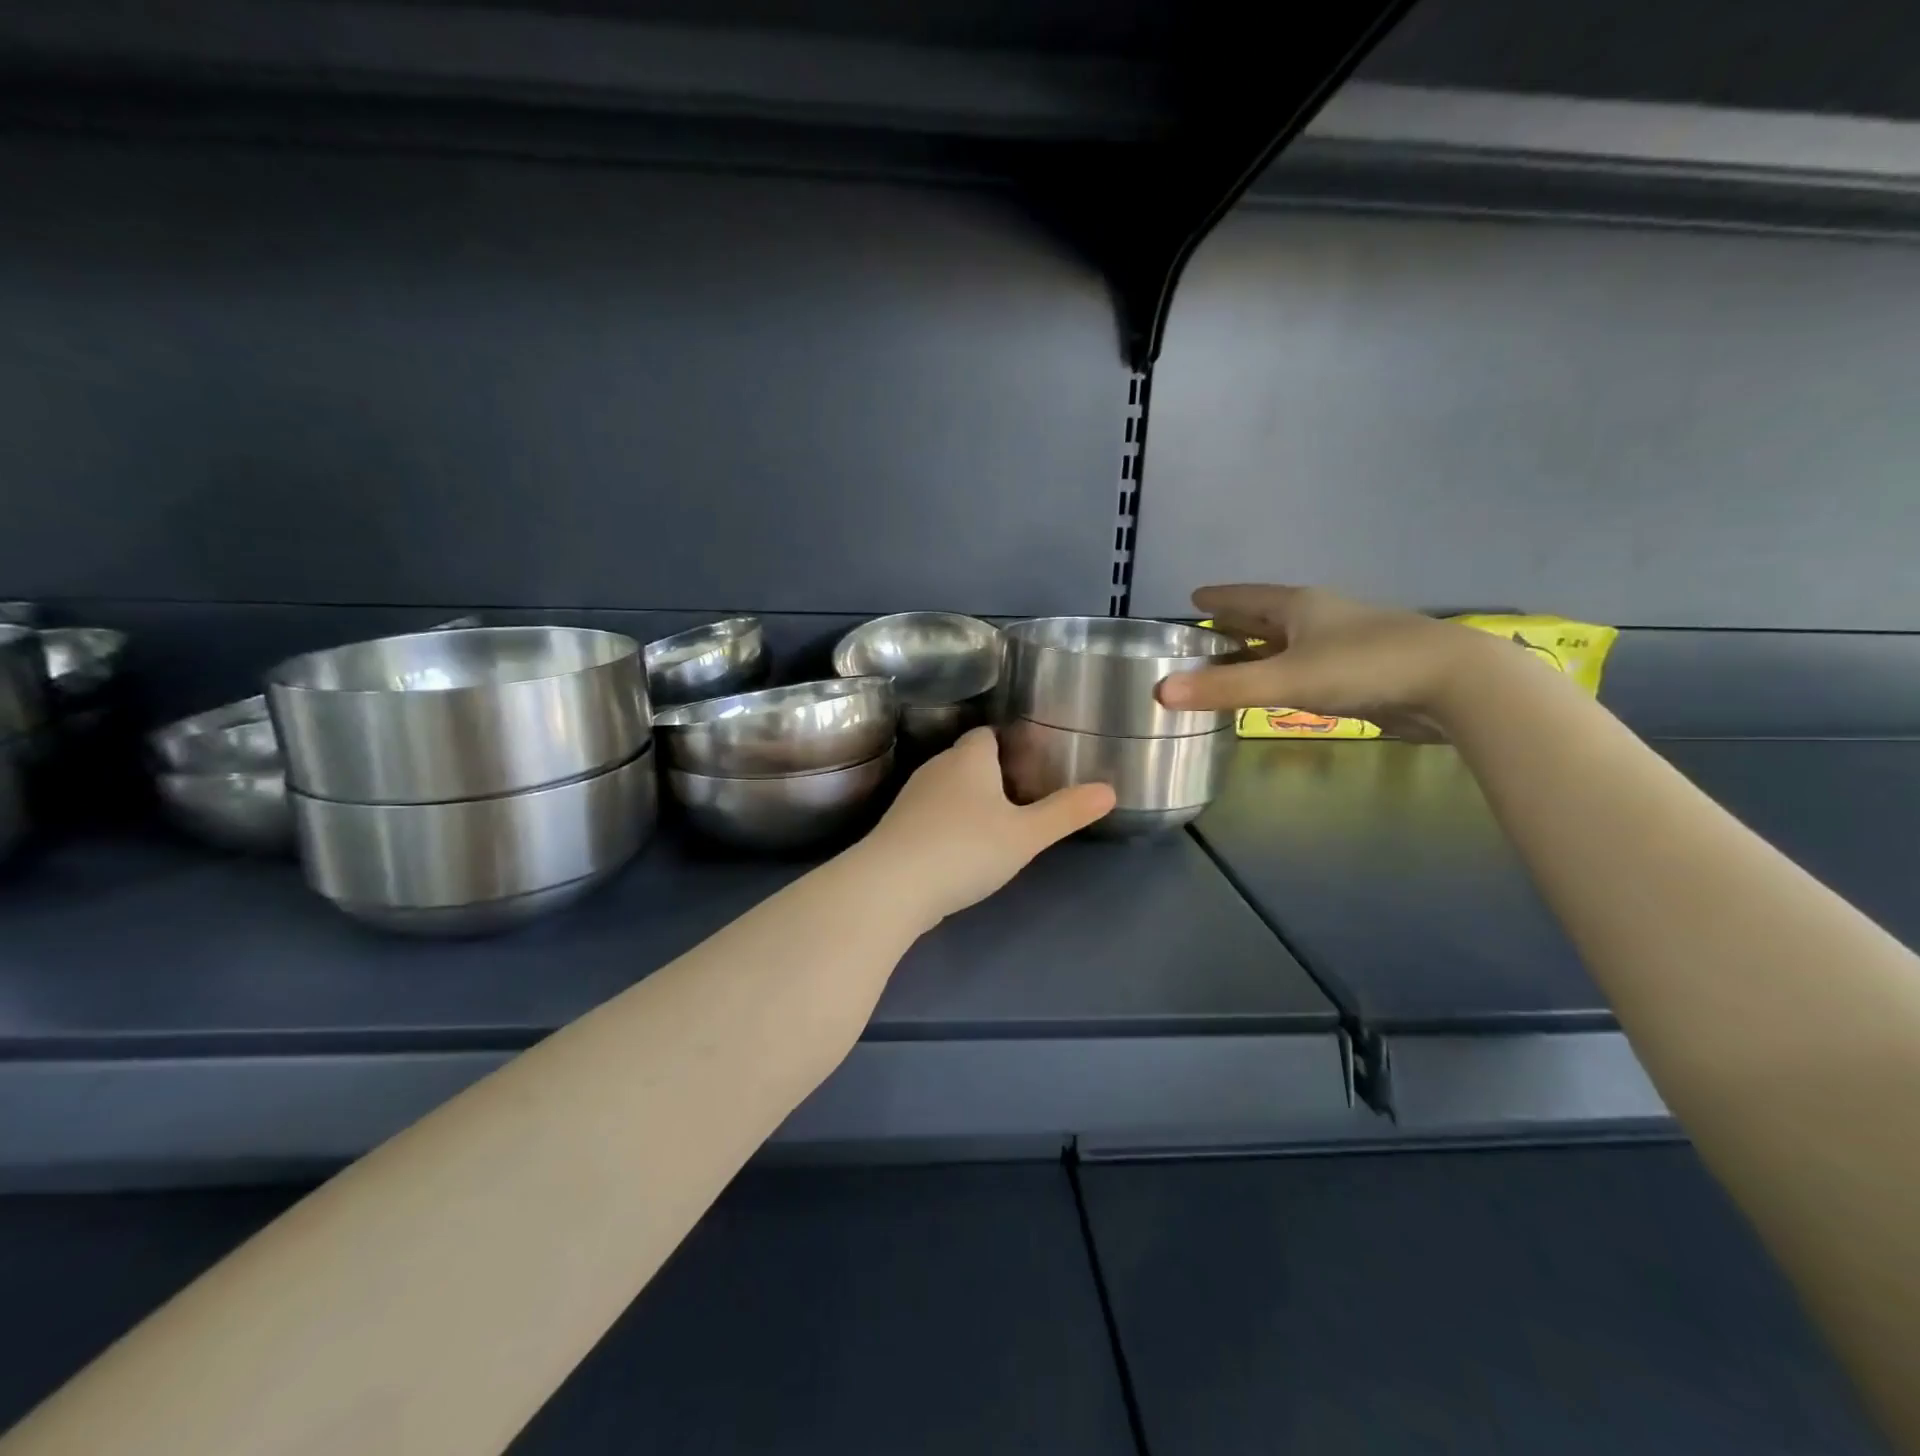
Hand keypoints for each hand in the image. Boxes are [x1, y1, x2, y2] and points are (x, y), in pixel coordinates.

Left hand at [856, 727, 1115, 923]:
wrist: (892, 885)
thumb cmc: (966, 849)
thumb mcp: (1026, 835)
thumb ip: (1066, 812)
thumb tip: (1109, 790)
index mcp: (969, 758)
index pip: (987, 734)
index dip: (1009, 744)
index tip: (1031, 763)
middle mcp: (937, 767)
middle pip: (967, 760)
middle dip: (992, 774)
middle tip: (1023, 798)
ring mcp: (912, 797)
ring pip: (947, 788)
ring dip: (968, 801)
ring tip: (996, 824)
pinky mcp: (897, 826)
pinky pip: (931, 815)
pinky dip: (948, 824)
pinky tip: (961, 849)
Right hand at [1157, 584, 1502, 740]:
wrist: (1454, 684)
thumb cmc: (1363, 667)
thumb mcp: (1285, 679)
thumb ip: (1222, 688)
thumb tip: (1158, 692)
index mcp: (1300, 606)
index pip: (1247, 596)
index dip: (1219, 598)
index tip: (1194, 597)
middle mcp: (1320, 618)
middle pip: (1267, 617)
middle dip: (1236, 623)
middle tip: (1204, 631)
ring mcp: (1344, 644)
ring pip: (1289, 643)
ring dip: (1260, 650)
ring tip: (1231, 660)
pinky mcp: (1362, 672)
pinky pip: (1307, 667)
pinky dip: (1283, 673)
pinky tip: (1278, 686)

> **About this task**: All lines that hold the word "ring" should be copied from the data.

> **Solution for this task**:
ring mcp: (912, 797)
ring pip: (947, 788)
ring dip: (968, 801)
ring tip: (996, 824)
ring mcp: (1344, 644)
ring pip: (1289, 643)
ring dip: (1260, 650)
ring tip: (1231, 660)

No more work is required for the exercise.